Or, you can do what I have reluctantly realized makes gluten-free pie dough even better than making it by hand: finish it in the food processor. Move the sandy dough to the food processor and turn it on. As the dough is running around and around, drizzle in the eggy water. Stop to feel the dough. If it still feels dry and not quite there, then drizzle in a bit more water. If you go too far, and the dough begins to feel sticky or wet, sprinkle in a bit of potato starch to dry it out. Again, after you make pies for awhile, you’ll know this by feel alone.

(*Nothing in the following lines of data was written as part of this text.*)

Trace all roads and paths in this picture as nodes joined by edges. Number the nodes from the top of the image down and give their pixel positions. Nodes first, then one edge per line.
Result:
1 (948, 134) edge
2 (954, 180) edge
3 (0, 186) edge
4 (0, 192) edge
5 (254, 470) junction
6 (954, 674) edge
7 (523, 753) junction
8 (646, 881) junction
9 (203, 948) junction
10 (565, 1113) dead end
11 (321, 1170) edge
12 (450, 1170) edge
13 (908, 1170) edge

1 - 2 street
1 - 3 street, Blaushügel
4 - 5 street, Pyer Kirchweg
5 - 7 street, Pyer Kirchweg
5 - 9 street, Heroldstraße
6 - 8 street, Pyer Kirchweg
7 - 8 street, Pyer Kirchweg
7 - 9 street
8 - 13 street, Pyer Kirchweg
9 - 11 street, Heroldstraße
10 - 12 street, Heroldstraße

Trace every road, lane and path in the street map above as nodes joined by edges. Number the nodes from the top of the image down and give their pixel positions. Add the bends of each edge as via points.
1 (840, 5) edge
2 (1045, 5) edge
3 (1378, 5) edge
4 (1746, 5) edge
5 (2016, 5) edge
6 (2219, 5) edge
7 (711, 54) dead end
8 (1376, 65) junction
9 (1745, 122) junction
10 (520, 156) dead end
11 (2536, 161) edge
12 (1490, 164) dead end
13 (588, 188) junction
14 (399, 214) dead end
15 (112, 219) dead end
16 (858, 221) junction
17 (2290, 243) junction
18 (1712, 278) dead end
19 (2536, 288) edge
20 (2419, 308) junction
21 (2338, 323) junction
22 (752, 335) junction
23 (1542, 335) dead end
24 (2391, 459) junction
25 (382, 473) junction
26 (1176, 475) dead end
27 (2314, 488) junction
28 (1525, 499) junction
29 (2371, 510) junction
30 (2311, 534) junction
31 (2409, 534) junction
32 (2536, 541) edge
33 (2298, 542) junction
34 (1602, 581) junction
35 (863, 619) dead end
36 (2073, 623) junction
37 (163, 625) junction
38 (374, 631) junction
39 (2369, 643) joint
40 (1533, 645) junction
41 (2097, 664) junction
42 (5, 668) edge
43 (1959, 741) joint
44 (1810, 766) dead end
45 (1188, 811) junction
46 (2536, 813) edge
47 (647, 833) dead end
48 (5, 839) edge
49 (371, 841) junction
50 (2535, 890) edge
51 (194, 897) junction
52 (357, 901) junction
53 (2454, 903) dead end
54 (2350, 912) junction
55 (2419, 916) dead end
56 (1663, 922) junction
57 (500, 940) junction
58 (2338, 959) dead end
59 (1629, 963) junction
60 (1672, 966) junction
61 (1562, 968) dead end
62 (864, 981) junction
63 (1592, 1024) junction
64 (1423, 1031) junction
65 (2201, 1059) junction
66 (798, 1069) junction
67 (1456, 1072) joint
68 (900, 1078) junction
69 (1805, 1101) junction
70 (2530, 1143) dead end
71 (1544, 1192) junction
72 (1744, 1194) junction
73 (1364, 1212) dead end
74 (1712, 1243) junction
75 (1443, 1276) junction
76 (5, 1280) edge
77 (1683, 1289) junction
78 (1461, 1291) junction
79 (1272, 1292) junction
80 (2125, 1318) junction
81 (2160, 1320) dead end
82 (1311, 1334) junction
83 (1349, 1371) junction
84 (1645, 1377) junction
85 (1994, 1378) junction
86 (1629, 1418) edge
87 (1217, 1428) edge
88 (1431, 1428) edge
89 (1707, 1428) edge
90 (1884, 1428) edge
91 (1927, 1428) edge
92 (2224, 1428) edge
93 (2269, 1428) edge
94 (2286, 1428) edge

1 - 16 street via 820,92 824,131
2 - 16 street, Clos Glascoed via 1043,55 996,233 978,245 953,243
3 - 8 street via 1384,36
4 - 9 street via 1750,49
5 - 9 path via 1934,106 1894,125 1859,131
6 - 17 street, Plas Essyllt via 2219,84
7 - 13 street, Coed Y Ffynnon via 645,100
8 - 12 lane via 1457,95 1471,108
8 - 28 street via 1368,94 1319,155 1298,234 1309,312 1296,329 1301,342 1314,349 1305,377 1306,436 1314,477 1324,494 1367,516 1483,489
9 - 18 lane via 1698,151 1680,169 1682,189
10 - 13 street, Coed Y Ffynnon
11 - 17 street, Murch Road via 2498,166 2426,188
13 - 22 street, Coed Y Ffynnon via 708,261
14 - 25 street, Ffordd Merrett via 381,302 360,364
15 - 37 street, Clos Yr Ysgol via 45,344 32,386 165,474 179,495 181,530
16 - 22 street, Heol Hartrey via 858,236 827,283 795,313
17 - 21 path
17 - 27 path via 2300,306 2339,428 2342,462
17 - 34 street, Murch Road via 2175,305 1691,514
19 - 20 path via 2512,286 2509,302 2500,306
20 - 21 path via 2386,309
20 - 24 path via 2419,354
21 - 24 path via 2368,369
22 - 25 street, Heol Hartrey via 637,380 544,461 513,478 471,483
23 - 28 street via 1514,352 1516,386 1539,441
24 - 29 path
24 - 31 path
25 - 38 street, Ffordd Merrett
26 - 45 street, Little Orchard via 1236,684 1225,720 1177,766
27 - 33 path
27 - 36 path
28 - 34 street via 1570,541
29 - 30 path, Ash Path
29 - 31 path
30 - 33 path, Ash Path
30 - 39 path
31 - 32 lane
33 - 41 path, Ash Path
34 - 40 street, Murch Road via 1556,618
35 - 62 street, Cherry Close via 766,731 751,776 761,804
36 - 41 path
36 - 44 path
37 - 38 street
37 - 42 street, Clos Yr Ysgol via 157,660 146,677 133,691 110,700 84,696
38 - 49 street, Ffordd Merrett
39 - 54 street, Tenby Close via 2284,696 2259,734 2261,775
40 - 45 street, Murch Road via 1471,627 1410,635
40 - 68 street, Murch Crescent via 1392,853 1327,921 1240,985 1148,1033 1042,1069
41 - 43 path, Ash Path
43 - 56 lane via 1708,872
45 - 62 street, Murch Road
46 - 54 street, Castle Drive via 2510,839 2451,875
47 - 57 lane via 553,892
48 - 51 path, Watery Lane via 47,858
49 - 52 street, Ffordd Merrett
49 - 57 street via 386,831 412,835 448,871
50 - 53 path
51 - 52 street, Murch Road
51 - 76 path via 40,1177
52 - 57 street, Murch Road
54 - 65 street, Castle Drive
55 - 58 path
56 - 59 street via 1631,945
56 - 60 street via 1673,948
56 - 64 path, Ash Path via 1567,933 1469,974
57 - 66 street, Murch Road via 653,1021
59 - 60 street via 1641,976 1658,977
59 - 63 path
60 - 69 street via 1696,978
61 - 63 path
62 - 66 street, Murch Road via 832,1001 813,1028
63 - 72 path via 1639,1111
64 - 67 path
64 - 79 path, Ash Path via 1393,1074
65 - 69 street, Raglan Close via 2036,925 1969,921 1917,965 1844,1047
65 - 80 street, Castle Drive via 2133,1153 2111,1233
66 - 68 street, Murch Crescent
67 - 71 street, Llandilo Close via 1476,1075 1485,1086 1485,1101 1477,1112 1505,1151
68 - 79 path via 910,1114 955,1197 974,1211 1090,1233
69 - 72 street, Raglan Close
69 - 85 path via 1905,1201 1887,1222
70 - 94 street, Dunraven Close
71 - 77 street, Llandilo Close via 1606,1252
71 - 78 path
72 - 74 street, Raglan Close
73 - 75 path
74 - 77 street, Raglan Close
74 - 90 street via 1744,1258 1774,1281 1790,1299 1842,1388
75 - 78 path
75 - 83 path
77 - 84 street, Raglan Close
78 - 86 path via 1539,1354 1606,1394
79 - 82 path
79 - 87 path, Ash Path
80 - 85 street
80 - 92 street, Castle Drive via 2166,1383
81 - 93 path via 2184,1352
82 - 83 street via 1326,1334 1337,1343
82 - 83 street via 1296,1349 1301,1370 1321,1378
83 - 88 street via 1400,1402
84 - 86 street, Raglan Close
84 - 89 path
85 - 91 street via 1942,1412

Making the crust. Wrap the pie dough in plastic wrap (or in a bowl) and let it rest in the refrigerator for 15 minutes or so. Take it out and roll out the dough between two pieces of parchment paper. This means you won’t work any extra flour into the dough. Roll it out as thin as you can. Thinner. Thinner. Come on, you can do it — thinner still. Carefully, lift the top piece of parchment paper and turn the dough upside down on the top of a pie plate. Rearrange until it is flat.
If the dough breaks, don’t despair. Simply lift pieces of the dough off the counter and meld it with the rest of the dough. Remember, there’s no gluten, so you can’t overwork the dough. Play with it, like you’re a kid again. Place the pie dough in the pie plate and crimp.
When you have a pie dough fully built, you are ready to make pie.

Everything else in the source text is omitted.